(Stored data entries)
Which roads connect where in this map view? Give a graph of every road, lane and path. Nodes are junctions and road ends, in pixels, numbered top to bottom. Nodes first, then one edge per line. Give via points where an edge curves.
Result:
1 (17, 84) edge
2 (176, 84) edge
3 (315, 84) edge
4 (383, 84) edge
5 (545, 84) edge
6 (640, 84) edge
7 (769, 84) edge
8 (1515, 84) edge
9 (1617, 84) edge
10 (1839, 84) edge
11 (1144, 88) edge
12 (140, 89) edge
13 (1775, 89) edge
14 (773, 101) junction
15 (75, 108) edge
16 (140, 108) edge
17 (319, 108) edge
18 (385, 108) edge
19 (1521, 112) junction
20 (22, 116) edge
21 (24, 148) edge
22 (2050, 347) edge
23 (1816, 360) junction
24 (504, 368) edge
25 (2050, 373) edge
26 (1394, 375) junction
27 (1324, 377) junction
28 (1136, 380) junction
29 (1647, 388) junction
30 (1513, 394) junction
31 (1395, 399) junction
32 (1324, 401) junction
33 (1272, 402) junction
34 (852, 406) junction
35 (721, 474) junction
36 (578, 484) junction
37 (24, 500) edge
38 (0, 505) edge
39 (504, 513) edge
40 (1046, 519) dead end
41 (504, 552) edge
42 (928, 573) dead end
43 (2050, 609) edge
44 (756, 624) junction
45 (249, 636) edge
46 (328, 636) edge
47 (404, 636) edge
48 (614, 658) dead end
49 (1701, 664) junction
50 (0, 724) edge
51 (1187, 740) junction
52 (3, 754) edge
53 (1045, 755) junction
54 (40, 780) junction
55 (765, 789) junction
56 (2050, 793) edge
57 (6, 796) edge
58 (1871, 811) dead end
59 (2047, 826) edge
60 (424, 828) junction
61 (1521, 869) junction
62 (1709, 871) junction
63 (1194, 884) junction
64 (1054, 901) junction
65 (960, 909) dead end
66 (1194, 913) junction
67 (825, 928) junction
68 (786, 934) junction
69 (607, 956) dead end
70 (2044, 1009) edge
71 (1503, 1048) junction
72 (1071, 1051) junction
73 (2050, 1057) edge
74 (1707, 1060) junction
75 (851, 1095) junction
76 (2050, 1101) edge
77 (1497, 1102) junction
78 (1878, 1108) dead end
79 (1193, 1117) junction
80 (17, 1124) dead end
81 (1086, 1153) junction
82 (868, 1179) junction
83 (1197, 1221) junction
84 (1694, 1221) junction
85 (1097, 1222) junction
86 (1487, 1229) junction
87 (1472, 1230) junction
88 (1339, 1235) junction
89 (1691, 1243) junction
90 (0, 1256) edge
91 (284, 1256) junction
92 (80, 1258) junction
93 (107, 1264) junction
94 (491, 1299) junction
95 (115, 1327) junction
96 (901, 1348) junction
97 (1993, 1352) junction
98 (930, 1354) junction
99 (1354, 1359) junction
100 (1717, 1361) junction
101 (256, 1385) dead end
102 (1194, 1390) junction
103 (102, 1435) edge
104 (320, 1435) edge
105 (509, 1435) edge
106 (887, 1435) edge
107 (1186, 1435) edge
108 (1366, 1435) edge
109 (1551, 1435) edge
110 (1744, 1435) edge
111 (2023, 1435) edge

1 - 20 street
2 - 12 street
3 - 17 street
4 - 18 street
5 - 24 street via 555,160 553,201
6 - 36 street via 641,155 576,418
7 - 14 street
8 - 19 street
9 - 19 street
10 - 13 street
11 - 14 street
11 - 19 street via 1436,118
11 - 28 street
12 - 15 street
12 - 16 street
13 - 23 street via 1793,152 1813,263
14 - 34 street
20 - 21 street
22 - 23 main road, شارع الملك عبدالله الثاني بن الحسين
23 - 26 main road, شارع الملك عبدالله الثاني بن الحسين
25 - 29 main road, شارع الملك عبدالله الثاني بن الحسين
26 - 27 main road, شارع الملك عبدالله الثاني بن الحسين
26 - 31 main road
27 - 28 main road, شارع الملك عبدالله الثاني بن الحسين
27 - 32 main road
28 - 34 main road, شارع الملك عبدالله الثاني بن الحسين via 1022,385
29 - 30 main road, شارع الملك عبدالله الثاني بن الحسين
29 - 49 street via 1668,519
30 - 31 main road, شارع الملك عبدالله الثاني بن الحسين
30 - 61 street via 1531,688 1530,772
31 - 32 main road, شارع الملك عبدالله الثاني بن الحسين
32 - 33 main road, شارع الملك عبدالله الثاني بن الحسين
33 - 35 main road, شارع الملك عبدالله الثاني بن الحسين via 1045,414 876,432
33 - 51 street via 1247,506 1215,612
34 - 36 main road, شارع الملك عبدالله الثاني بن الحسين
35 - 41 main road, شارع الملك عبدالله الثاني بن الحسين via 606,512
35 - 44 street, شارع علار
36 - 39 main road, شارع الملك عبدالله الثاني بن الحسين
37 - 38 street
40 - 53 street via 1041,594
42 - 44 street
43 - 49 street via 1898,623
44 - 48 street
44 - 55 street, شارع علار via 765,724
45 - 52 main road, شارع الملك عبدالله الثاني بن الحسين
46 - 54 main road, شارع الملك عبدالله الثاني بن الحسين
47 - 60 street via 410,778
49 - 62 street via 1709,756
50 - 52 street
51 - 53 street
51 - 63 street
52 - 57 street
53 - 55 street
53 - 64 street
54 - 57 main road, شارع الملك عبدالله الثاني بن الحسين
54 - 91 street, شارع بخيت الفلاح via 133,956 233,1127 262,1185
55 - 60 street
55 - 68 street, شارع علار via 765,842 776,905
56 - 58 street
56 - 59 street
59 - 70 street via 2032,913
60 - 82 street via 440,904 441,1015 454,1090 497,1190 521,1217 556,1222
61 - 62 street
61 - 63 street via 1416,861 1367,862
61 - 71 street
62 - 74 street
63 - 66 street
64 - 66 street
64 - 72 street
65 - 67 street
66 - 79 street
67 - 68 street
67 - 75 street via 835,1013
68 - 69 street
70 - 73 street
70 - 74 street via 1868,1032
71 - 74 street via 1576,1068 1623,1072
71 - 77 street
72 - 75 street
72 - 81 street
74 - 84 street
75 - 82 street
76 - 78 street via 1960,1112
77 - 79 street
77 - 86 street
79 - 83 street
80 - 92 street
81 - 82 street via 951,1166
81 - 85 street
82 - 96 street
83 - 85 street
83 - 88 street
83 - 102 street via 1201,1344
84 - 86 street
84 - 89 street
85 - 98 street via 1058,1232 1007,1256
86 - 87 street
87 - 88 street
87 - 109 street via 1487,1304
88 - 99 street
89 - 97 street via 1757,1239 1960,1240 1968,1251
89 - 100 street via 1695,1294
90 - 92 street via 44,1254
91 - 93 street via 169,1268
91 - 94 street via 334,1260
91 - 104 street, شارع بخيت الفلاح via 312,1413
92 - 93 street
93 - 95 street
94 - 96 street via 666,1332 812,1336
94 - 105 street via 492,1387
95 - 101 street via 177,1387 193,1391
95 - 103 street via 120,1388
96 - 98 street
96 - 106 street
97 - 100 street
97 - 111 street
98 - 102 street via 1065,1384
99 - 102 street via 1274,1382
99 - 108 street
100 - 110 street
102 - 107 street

(What is being asked)
Where does "علار" appear in the records above? Copy each line that holds it.

(Task output)
35 - 44 street, شارع علار
44 - 55 street, شارع علار via 765,724
55 - 68 street, شارع علار via 765,842 776,905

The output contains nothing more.